Other than the people who couldn't show up, the day was perfect. We'd extended the invitation to both sides of the family for a backyard bonfire/weenie roast with s'mores. Work, health, animal care post-surgery, previous plans, all intervened. We were down to what pretty much passes as nuclear family these days: Paul, Richard and Brenda, Steve and myself. Rich showed up early to scrub kitchen and bathroom for me, a lovely present and one quite within his pre-work season budget: win-win.

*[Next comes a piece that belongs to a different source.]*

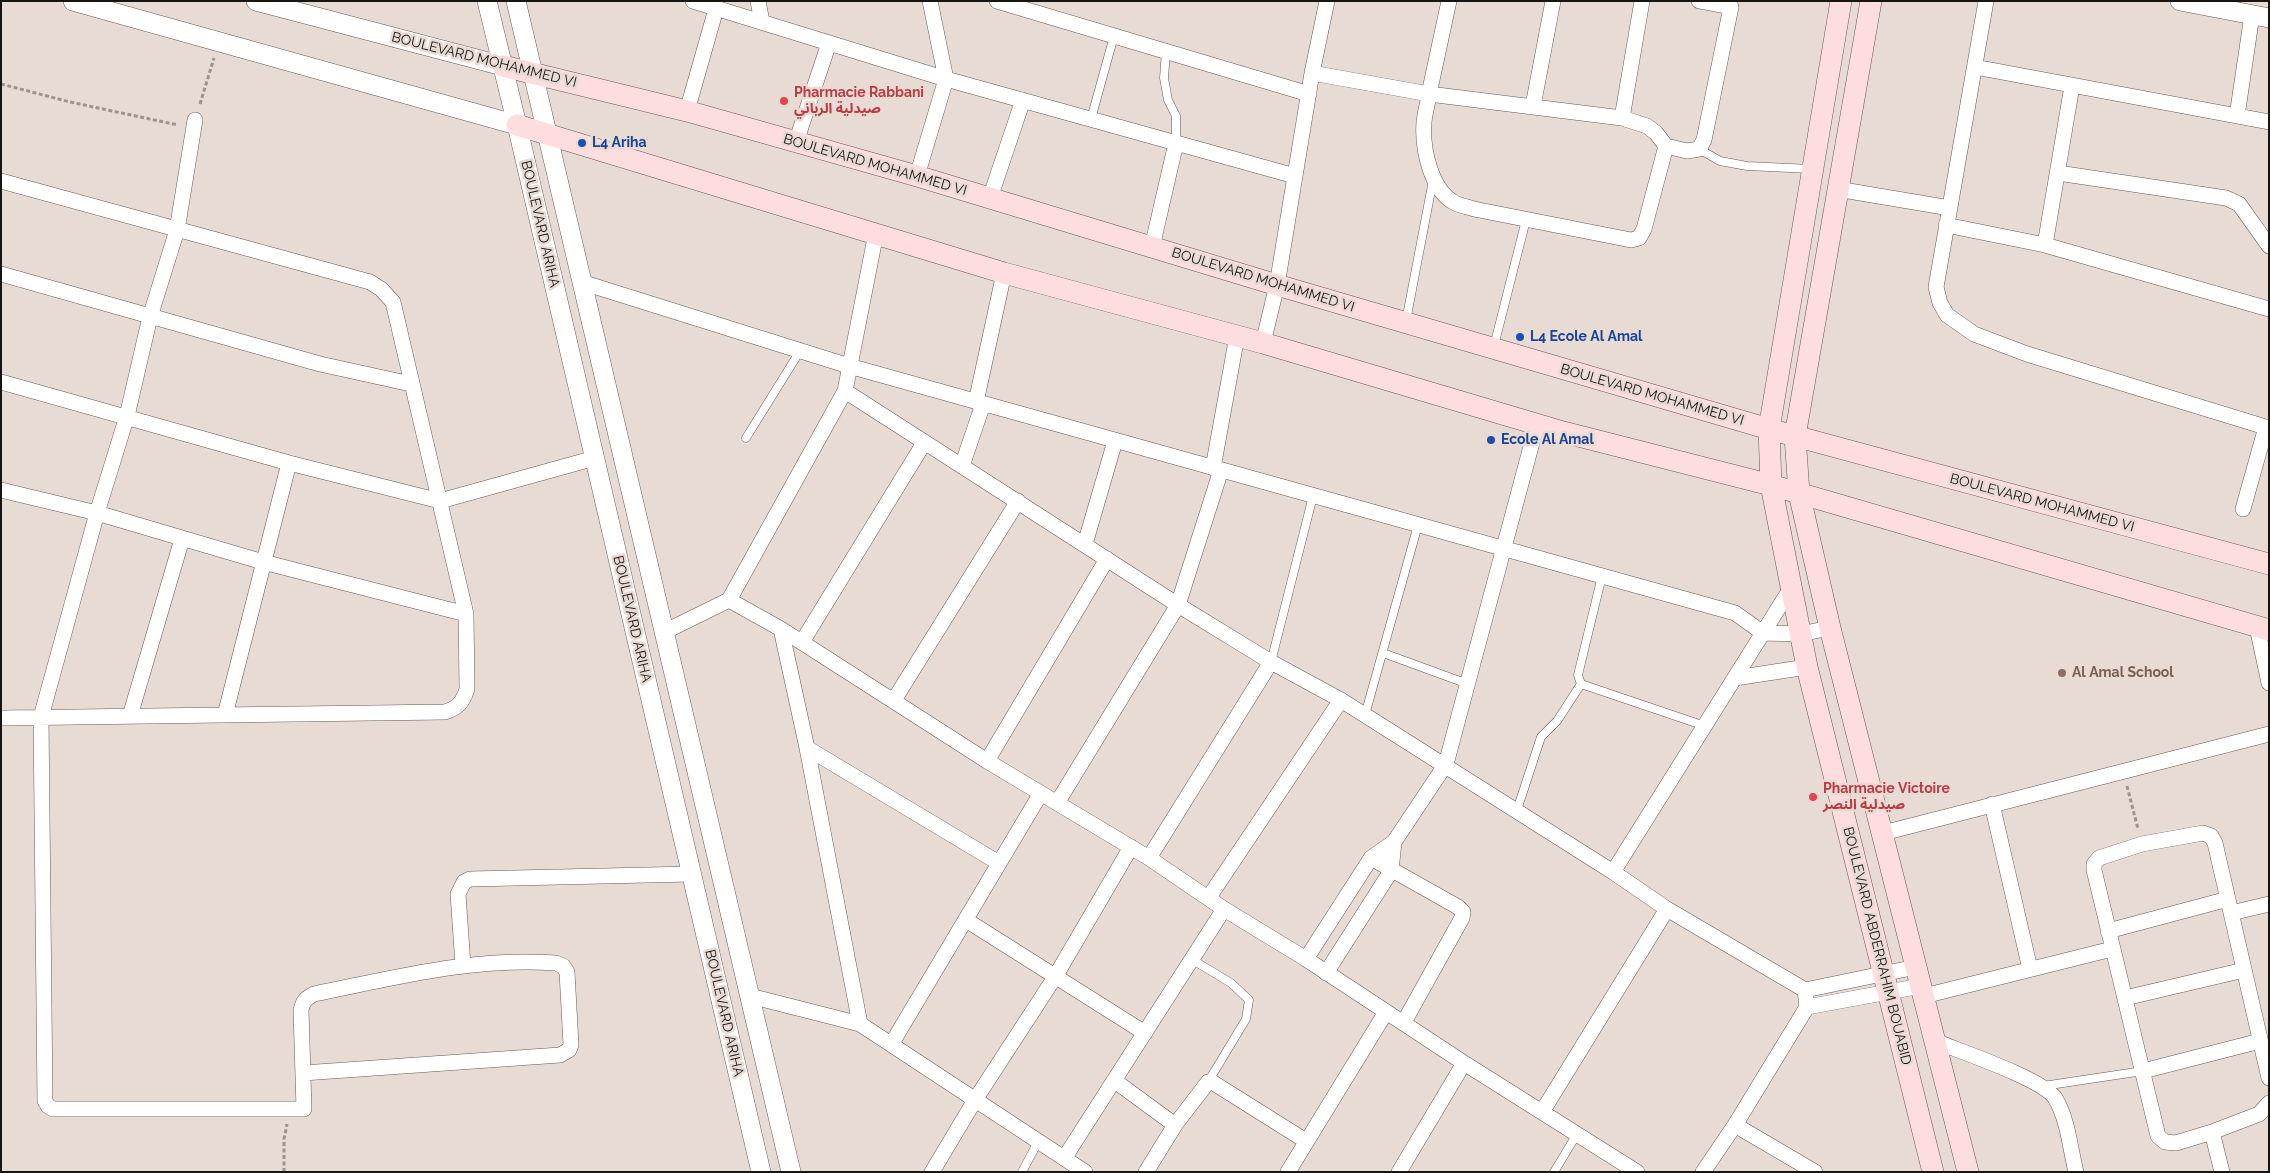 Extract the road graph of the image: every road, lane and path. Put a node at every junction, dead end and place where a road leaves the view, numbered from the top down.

Despite rain leading up to the fire and following it, wood had been kept dry enough for hours of bonfire. The menu was simple: brats and buns with cheese and condiments, potato salad, s'mores and sugarless punch. Paul did the honors with fire and roasting, though once he tired of the event after several hours, Richard kept the fire going a while longer. He and Brenda were also packing for their summer jobs, planning to leave by the end of the day but getting slightly delayed, enough to decline to take off into possibly severe weather and wait until today. We'll see them briefly and rarely this summer, and they'll miss any subsequent bonfires, so they were enjoying this one for all it was worth. After the cold long winter and chilly wet spring, this was the first fire of the season. By the time they get back this fall, it'll be mostly too cold to enjoy any more.
Steve was tickled that "his" tulips picked the day to open fully in a large patch next to the house. Daffodils were ending their glorious season, joining the crocus and scilla which were delayed this year by heavy snow cover. A smattering of older tulips are up but show few buds at this point. Dandelions are just beginning to open, as are violets. Grass is growing and threatening us with the start of mowing season. The neighbor's weeping willows were golden, full of catkins with barely a hint of green leaves to come.
A pair of cardinals appears to be nest building in the bigger of the backyard blue spruce trees, robins are setting on eggs in the cranberry hedge, and wrens are checking out nest boxes in the garden. Chickadees, flyover ducks and geese, and mourning doves added their voices to the chorus, as did an ambitious tree frog from inside an uncapped metal fencepost in the neighbor's chain link fence, lending an odd timbre to his courting.
Bugs and fickle breezes were absent, making it possible to set a chair in one spot and not need to move - after, of course, finding a dry enough spot in the first place that your chair leg didn't sink into the clay and tip its occupant! The dogs were well-behaved, though Ellie had to learn that she was not going to be fed by somebody "accidentally" dropping a piece of brat or bun within her reach. Fred, however, took advantage of the occasionally dripping Hershey bar from a s'more warmed by a melty brown marshmallow onto the grass. Fortunately, those were kept to a minimum, both for the sake of dog and human.
All in all, it would have been hard to ask for a better day.